Clear Bottlenecks in Developer Experience to Drive Profits
Goldratt’s genius was to realize that since just about every complex system can also be thought of as a complex machine, be it a factory, a human being or in our case a business that profits from software and/or digital transformation, we can begin to think of many broad ways to apply these definitions.
In the case of a software-driven business, or just about every business, we can think of our definitions as:
Inventory: Code, whether bespoke or dependency library
Cost: The human and tooling cost of assembling code
Throughput: Money
If throughput is the job of a complex machine, the throughput of a business is to make money. To further apply Goldratt’s thinking, the goal of a software-driven business should be to assemble as much profitable code as possible, to ship features that are lucrative to the business as efficiently as possible, to drive the throughput, and ultimately profit for the business.
And this is where I’m convinced that we’ve been getting everything wrong, concerning the way influencers are approaching those who have the purchasing power to make real investments in improved developer experience. It needs to be more widely understood that the outcome of investing in developer experience is accelerated time to market and profit, or real, transformative investments will never be made.
Developer joy and accelerated global innovation — these are real and tangible benefits, but they are too esoteric for large organizations to make budgetary decisions. If we want to drive investments in developer joy, we should come to those decision-makers with a profit story.
Improved Developer Experience Means Improved Throughput
Going back as far as The Coding War Games, we have data that shows that the most productive software organizations are the ones that provide the most frictionless experience for their developers. That is still true today, in fact, it can be argued that, given the advancements in automation and orchestration in the delivery pipeline that DevOps has provided, developers have never been more of a primary bottleneck.
When we poll our developers in lower-performing organizations, we find so many reasons for these bottlenecks in their culture: Too much cognitive load directed to valueless tasks, an unreasonable amount of context switching, poorly organized systems of record, sprawling and disorganized toolchains, etc. In other words, poor developer experience.
Conversely, the culture of highly profitable software organizations universally is the result of significant investments made in every area of developer experience, from the onboarding of that developer into the organization, to their day-to-day support and the availability of a continuously improving developer platform. They make investments in highly effective internal developer portals and establish teams of dedicated engineers to focus on developer experience and productivity.

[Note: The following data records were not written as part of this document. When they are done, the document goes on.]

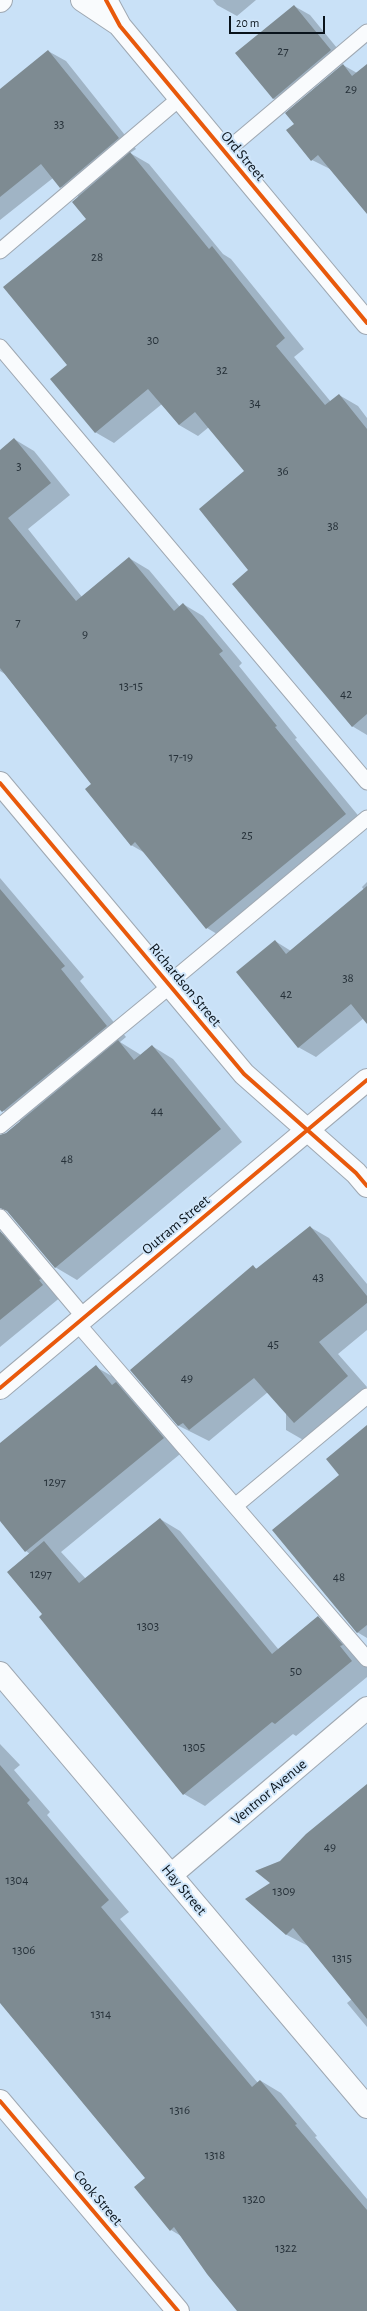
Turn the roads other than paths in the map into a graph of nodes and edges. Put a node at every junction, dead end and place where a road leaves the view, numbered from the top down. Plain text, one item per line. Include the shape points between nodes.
1 (82, 0) edge
2 (106, 0) edge
3 (120, 26) junction
4 (367, 32) edge
5 (180, 98) junction
6 (225, 152) junction
7 (0, 251) edge
8 (367, 323) edge
9 (0, 347) edge
10 (367, 782) edge
11 (0, 783) edge
12 (367, 818) edge
13 (169, 985) junction
14 (367, 1080) edge
15 (0, 1126) edge
16 (307, 1130) junction
17 (367, 1186) edge
18 (0, 1217) edge
19 (81, 1320) junction
20 (0, 1388) edge
21 (367, 1396) edge
22 (236, 1506) junction
23 (367, 1659) edge
24 (0, 1674) edge
25 (367, 1708) edge
26 (171, 1875) junction
27 (2, 2107) edge
28 (367, 2107) edge
29 (178, 2311) edge

1 - 3 street, Ord Street
2 - 3 street, Ord Street
3 - 5 street, Ord Street
4 - 6 lane
5 - 6 street, Ord Street
5 - 7 lane
6 - 8 street, Ord Street
9 - 10 lane
11 - 13 street, Richardson Street
12 - 13 lane
13 - 15 lane
13 - 16 street, Richardson Street via 244,1074
14 - 16 street, Outram Street
16 - 17 street, Richardson Street
16 - 19 street, Outram Street
18 - 19 lane
19 - 20 street, Outram Street
19 - 22 lane
21 - 22 lane
22 - 23 lane
24 - 26 street, Hay Street
25 - 26 street, Ventnor Avenue
26 - 28 street, Hay Street
27 - 29 street, Cook Street

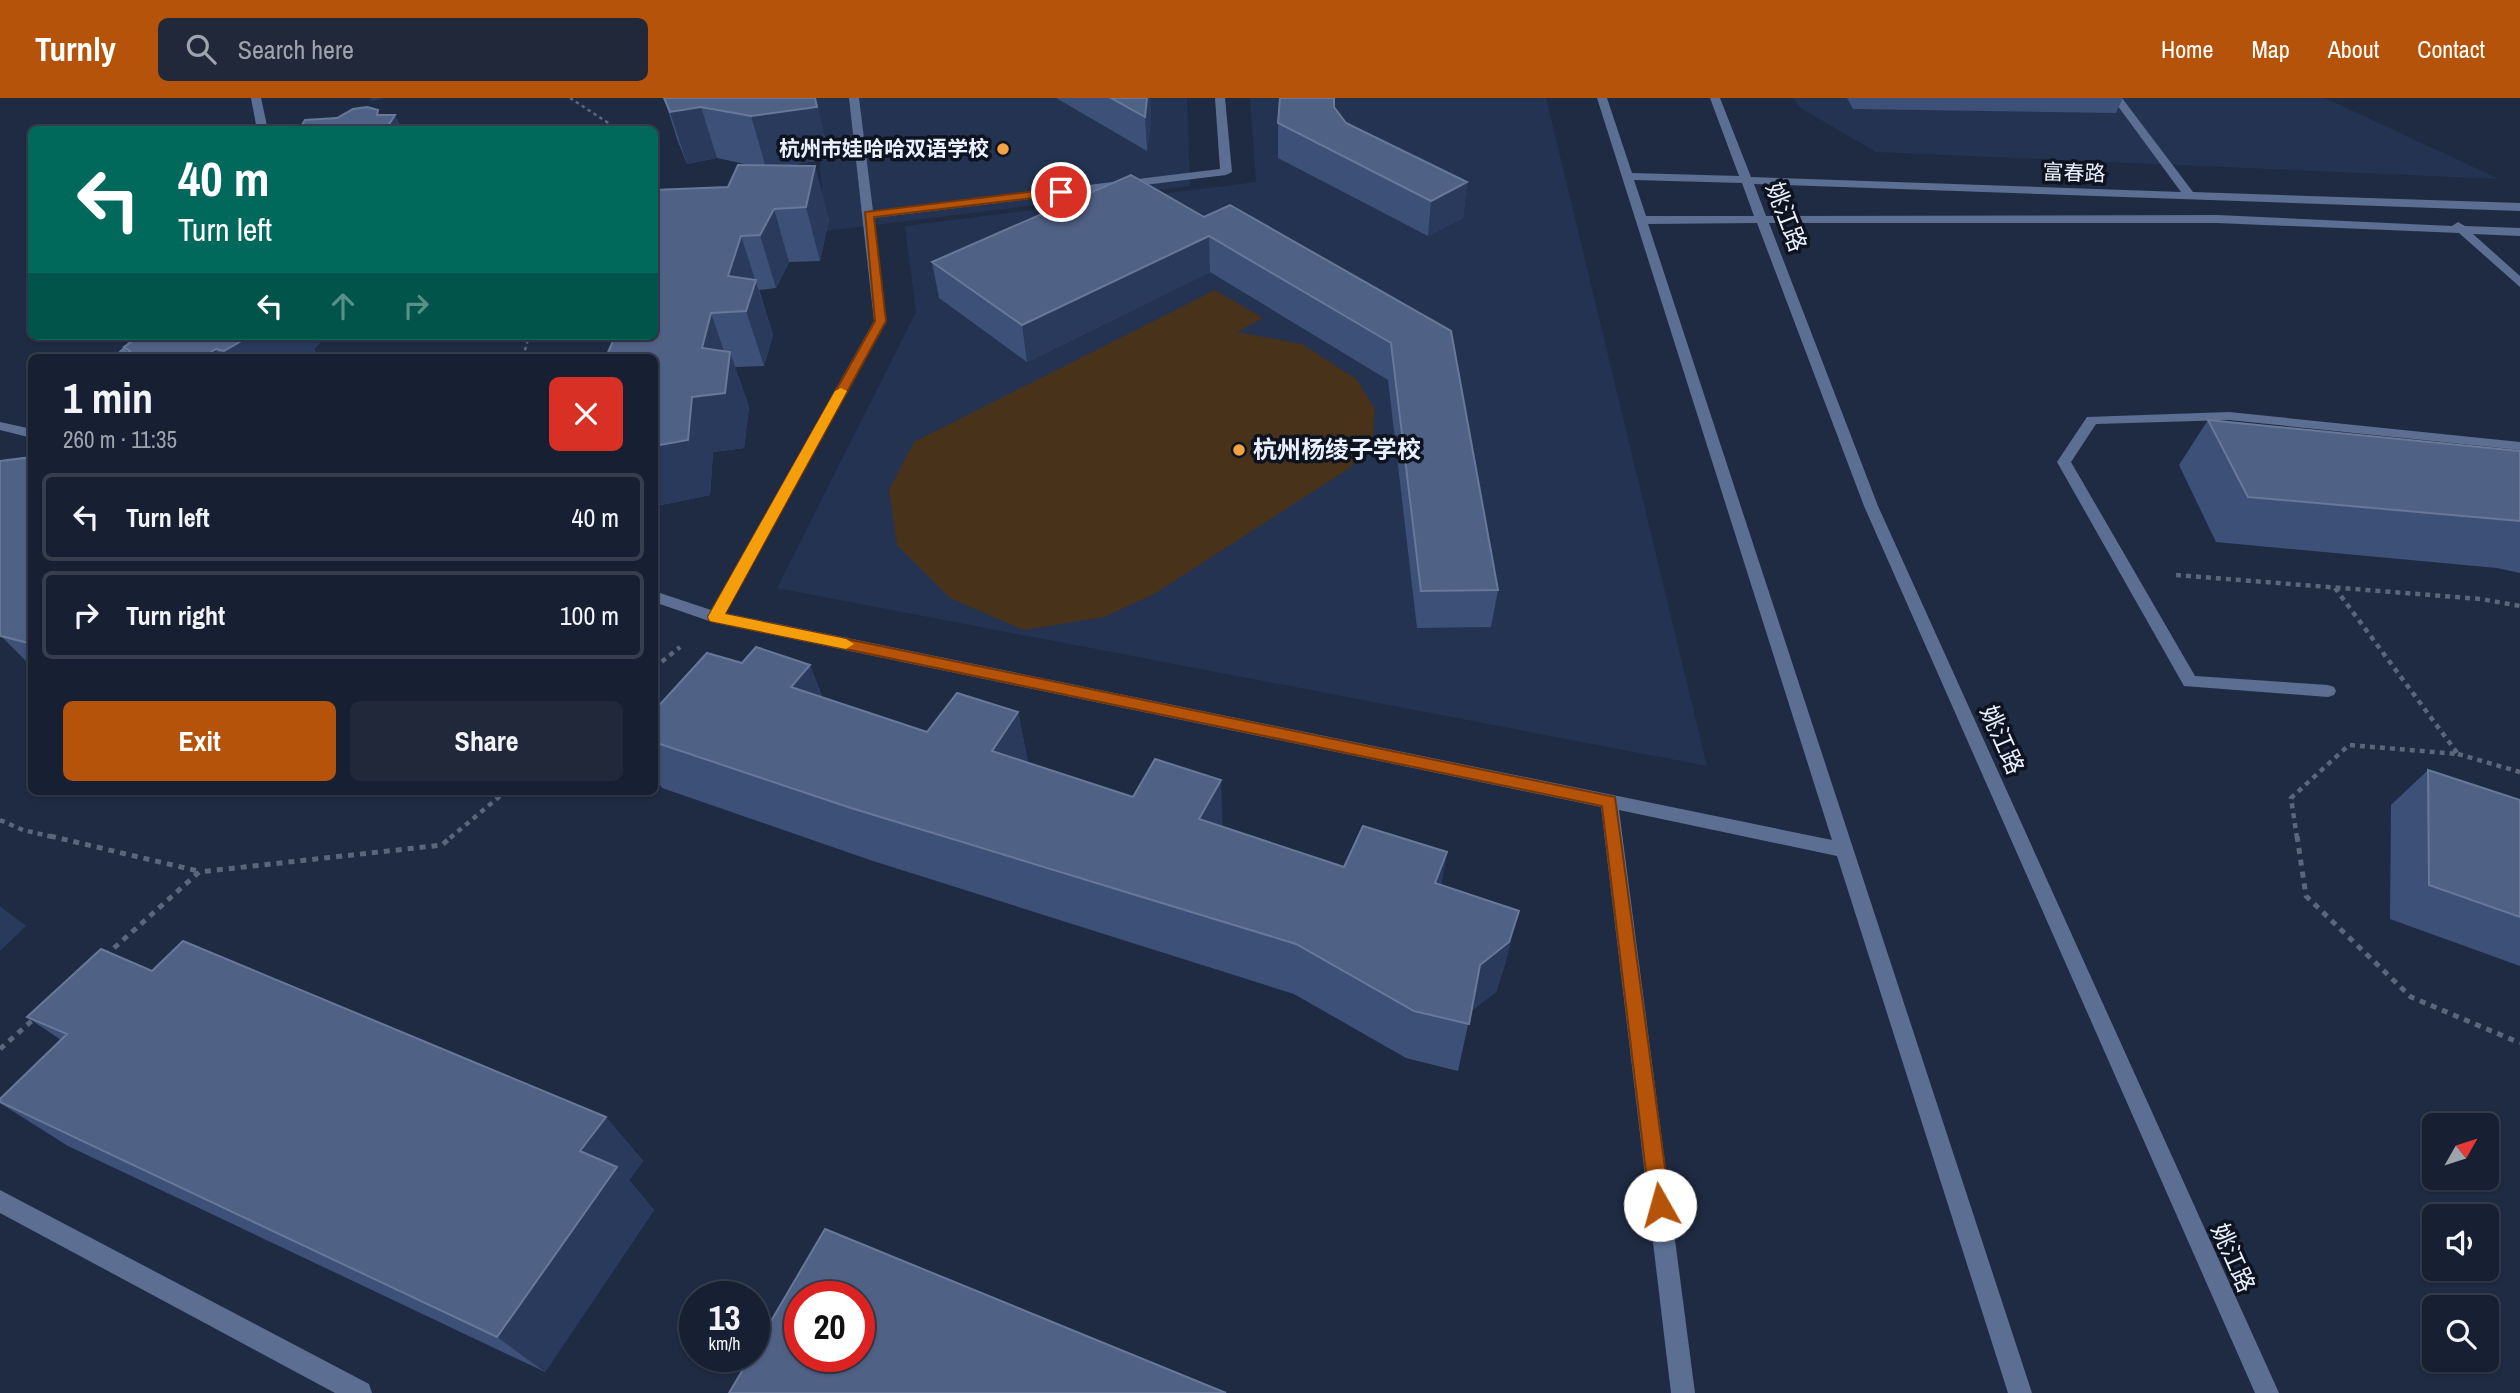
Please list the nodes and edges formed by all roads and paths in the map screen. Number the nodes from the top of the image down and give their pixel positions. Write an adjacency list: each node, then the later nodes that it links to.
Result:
1 (257, 98): 8 (street)
2 (570, 98): 9 (path)
3 (854, 98): 15 (street)
4 (1220, 98): 15 (street)
5 (1602, 98): 10 (street)
6 (1715, 98): 11 (street, 姚江路)
7 (2117, 98): 12 (street)
8 (262, 126)
9 (613, 126)
10 (1628, 176): 11 (street, 富春路); 16 (street)
11 (1746, 180): 12 (street, 富春路); 17 (street, 姚江路)
12 (2190, 196): 13 (street, 富春路)
13 (2436, 204): 14 (street, 富春路); 18 (street)
14 (2520, 207)
15 (869, 215): 30 (street)
16 (1642, 220): 17 (street, 富春路); 37 (street)
17 (1762, 222): 18 (street, 富春路); 47 (street, 姚江路)
18 (2460, 229): 19 (street, 富春路); 20 (street)
19 (2520, 232)
20 (2520, 283)
21 (139, 340): 22 (street)
22 (123, 354)
23 (0, 426): 24 (street)
24 (28, 433)
25 (2520, 446): 26 (street)
26 (2127, 571): 27 (path); 31 (street)
27 (2335, 588): 29 (path); 32 (path)
28 (658, 597): 30 (street)
29 (2520, 606)
30 (715, 617): 35 (street)
31 (2328, 691)
32 (2458, 754): 33 (path); 41 (path)
33 (2520, 772)
34 (501, 795): 38 (path)
35 (1609, 801): 37 (street); 45 (street)
36 (0, 820): 38 (path)
37 (1846, 850): 46 (street)
38 (200, 872): 39 (path)
39 (100, 961)
40 (40, 1014): 42 (path)
41 (2520, 1043)
42 (0, 1049)
43 (0, 1200): 44 (street)
44 (360, 1393)
45 (1684, 1393)
46 (2020, 1393)
47 (2267, 1393)

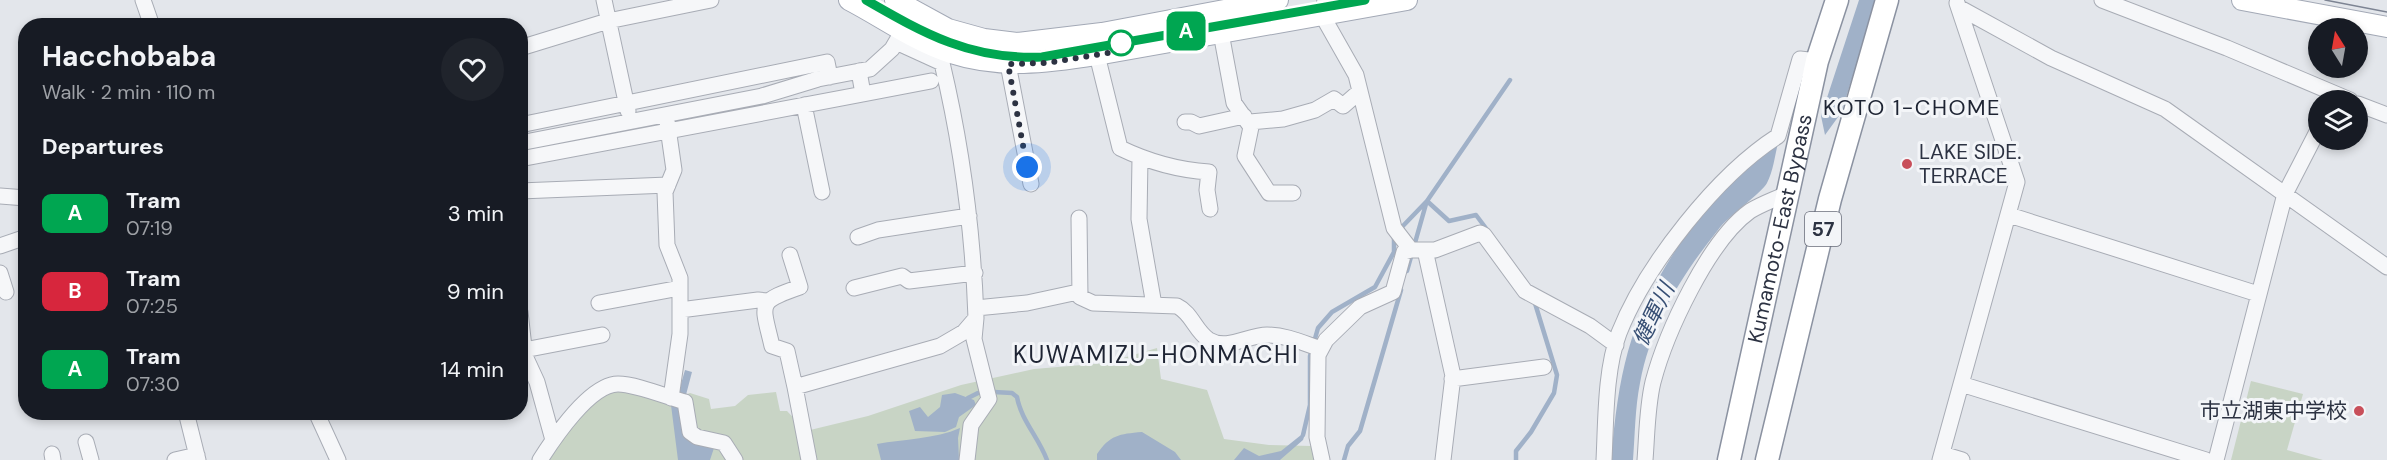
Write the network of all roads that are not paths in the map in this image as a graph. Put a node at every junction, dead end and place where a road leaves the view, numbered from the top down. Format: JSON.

Leaders at the highest level must consider that within the value stream of every software-producing organization, the experience of the opinionated knowledge worker, i.e., the developer, is the area where friction can most critically impact the throughput of the machinery of the organization. We, as thought leaders, not only do a great disservice to our developers and engineers when we focus only on the costs they represent, but we also miss enormous industry opportunities for profit acceleration by not investing heavily enough in the most optimal developer experience possible.